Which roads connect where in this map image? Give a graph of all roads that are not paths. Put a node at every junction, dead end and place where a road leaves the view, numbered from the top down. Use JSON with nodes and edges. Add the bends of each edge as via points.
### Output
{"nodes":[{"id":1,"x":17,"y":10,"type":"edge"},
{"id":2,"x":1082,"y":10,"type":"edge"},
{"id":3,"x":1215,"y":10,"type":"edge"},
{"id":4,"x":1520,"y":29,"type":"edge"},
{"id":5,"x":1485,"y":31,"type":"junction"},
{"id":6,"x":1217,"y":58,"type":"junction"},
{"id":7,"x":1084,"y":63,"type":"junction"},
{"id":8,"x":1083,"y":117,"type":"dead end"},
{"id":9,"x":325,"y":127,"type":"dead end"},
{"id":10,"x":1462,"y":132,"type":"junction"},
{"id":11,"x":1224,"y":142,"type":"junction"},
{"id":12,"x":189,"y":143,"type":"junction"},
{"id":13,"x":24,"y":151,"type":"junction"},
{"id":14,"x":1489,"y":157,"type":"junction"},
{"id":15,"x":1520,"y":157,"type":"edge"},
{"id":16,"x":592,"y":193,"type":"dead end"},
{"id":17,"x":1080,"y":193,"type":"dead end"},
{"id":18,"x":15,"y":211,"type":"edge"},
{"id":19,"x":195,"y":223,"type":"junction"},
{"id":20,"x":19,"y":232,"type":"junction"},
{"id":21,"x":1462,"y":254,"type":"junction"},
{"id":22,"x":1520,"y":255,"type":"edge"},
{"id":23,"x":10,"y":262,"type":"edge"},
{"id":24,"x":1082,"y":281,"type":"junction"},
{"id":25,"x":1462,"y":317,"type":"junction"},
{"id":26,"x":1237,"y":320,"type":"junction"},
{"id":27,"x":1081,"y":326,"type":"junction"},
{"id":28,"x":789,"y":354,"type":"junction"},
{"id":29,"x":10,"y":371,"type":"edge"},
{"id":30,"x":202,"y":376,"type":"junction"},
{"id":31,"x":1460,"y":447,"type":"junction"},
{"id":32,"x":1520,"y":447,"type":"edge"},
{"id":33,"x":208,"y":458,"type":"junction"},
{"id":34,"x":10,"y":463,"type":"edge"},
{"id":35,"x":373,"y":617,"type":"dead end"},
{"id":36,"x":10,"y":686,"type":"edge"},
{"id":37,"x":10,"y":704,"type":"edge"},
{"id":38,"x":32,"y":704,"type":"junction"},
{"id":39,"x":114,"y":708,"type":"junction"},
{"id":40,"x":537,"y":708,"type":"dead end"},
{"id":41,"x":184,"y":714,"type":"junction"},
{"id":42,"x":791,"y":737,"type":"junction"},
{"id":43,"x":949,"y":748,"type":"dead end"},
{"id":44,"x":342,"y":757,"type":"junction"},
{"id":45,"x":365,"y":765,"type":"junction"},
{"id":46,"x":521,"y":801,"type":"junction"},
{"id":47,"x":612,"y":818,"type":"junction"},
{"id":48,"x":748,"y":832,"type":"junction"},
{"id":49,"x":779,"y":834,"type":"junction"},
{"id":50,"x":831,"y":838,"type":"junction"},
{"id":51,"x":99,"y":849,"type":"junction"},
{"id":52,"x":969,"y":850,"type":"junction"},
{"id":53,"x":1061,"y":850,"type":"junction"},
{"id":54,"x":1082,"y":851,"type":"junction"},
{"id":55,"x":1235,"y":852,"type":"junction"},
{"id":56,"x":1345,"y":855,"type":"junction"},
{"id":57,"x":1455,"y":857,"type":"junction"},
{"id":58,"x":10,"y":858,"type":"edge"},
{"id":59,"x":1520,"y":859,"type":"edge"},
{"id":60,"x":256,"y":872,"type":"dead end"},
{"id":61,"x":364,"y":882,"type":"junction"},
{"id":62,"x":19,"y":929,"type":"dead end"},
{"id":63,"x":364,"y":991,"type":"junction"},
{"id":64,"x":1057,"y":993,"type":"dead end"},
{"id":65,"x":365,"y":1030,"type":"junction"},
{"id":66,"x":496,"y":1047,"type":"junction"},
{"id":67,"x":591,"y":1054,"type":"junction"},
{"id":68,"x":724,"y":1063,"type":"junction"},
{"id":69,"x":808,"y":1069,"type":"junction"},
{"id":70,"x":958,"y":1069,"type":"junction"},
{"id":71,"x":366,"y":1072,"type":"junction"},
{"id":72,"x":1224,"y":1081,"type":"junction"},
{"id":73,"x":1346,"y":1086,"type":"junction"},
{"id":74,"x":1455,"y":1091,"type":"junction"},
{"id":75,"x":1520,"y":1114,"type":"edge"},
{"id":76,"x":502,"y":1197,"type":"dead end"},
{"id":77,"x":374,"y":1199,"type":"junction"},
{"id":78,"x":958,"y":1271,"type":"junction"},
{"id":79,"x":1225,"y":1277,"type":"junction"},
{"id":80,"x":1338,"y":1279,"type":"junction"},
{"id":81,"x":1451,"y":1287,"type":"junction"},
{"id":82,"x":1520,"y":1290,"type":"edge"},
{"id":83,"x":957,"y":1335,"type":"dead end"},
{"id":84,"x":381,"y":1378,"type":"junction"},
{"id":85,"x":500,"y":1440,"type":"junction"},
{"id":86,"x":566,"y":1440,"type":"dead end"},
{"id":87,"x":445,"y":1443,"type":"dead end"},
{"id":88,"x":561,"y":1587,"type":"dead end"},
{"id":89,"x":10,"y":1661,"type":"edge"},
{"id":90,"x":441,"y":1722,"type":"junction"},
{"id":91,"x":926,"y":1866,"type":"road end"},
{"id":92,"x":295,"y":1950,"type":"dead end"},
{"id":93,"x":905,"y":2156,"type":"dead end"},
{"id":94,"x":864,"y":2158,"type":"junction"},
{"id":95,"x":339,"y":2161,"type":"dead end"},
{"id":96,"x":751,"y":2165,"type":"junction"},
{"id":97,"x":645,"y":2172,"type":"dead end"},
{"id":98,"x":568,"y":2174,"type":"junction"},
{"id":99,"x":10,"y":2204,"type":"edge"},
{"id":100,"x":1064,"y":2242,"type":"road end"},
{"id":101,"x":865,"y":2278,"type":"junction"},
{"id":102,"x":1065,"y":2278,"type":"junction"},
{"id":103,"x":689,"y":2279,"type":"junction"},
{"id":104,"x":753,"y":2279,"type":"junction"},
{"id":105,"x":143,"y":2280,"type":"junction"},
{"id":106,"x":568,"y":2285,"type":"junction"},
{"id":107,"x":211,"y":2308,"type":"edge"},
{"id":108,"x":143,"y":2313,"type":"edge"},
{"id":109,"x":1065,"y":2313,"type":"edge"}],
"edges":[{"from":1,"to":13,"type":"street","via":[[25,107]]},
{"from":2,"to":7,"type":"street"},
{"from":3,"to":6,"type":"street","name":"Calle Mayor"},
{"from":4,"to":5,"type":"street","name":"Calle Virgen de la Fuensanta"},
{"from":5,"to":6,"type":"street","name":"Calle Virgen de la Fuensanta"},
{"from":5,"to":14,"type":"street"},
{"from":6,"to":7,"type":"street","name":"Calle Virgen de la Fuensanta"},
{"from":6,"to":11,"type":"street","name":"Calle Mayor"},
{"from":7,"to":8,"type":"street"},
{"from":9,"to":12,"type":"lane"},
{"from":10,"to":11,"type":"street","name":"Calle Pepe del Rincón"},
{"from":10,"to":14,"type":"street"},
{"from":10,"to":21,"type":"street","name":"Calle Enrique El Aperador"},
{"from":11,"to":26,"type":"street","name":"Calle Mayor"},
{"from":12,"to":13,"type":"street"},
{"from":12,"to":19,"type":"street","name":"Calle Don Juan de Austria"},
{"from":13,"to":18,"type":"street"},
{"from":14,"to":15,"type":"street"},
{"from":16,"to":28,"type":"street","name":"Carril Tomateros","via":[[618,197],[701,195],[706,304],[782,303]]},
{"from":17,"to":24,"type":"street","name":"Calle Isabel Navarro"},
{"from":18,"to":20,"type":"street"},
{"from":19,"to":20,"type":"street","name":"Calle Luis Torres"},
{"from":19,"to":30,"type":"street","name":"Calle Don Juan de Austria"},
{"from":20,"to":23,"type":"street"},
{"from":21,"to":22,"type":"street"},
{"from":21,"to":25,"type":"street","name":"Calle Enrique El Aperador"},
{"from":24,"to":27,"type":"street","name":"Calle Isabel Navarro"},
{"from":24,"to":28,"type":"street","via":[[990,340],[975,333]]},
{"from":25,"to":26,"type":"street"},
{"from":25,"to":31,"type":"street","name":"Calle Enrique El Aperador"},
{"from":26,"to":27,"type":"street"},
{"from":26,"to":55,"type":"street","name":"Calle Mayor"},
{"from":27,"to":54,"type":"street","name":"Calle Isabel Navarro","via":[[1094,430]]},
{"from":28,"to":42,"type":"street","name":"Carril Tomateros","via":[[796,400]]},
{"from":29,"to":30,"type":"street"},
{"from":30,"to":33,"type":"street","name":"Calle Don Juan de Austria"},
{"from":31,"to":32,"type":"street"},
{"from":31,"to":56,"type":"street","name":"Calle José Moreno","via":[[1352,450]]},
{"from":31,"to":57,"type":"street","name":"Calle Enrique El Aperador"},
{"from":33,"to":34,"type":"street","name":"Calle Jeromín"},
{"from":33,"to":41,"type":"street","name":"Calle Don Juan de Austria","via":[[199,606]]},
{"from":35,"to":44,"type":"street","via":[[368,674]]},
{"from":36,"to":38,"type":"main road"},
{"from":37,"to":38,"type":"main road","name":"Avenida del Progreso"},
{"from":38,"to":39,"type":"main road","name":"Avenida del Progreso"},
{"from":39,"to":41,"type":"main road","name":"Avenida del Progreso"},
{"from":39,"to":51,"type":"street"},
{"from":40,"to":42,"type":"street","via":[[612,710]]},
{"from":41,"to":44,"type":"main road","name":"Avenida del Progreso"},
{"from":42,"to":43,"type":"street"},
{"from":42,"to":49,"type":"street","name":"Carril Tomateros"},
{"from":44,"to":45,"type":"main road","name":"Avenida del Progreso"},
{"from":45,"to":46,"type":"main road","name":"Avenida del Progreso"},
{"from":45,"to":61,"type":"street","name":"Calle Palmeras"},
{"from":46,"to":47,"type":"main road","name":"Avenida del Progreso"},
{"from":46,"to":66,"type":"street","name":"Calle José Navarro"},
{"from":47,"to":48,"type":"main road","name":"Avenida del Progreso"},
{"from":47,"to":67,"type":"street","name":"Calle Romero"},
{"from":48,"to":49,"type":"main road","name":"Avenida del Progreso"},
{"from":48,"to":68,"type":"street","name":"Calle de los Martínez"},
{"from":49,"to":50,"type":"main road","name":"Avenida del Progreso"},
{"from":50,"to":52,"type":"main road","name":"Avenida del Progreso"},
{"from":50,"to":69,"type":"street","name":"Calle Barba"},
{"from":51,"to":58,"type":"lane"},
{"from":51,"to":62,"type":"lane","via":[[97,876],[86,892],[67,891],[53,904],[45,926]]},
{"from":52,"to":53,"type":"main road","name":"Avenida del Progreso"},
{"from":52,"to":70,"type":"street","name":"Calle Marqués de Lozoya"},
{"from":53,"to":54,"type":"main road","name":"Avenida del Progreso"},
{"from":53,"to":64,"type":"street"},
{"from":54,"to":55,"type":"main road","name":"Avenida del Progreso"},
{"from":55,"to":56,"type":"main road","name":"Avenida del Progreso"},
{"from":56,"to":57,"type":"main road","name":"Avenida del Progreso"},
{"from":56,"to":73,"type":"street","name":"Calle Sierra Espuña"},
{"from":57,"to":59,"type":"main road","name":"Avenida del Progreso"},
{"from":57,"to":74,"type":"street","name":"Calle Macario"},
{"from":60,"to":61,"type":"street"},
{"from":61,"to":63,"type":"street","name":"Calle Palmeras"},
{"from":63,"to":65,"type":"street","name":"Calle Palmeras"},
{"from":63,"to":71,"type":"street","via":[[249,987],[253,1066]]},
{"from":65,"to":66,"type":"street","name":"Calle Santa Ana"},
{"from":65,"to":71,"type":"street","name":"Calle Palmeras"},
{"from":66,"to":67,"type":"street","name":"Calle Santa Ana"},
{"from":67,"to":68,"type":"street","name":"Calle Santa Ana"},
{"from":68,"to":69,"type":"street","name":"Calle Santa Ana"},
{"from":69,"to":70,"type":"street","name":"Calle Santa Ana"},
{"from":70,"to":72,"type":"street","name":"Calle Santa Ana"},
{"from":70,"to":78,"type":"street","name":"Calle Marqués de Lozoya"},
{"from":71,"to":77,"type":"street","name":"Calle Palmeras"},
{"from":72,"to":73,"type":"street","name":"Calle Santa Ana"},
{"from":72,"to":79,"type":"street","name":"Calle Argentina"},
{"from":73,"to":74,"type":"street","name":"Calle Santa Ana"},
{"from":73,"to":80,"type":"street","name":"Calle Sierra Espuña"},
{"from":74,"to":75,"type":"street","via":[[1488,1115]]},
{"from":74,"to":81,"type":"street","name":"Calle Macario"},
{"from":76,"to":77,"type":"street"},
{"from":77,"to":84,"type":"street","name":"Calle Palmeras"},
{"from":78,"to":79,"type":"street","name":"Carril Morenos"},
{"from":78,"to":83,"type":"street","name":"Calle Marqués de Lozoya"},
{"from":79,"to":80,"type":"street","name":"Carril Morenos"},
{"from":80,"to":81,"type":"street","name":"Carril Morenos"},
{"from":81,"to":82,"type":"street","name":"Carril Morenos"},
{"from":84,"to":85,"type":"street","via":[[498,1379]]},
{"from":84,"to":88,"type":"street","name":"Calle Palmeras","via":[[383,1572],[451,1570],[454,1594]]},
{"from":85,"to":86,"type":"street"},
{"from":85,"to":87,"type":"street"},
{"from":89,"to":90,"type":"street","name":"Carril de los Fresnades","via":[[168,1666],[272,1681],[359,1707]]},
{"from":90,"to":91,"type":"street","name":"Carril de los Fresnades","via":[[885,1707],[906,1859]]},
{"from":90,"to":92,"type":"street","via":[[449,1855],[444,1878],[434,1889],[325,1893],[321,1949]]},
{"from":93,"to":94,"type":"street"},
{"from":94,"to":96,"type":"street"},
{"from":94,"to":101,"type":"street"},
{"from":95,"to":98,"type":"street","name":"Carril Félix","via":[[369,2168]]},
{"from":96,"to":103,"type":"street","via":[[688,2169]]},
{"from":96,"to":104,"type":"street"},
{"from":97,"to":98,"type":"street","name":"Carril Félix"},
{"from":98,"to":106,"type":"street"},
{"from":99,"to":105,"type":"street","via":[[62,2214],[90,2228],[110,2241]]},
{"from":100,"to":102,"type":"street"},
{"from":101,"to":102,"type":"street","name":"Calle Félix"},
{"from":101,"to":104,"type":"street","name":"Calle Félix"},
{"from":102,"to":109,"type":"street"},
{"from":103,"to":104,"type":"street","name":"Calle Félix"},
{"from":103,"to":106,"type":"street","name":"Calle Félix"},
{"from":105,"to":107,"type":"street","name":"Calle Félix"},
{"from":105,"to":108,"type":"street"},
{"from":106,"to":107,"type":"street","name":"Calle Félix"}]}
+++
Task to complete | When a line in the data contains "Macario", return it as written.

Result for this task |
{"from":57,"to":74,"type":"street","name":"Calle Macario"},
{"from":74,"to":81,"type":"street","name":"Calle Macario"},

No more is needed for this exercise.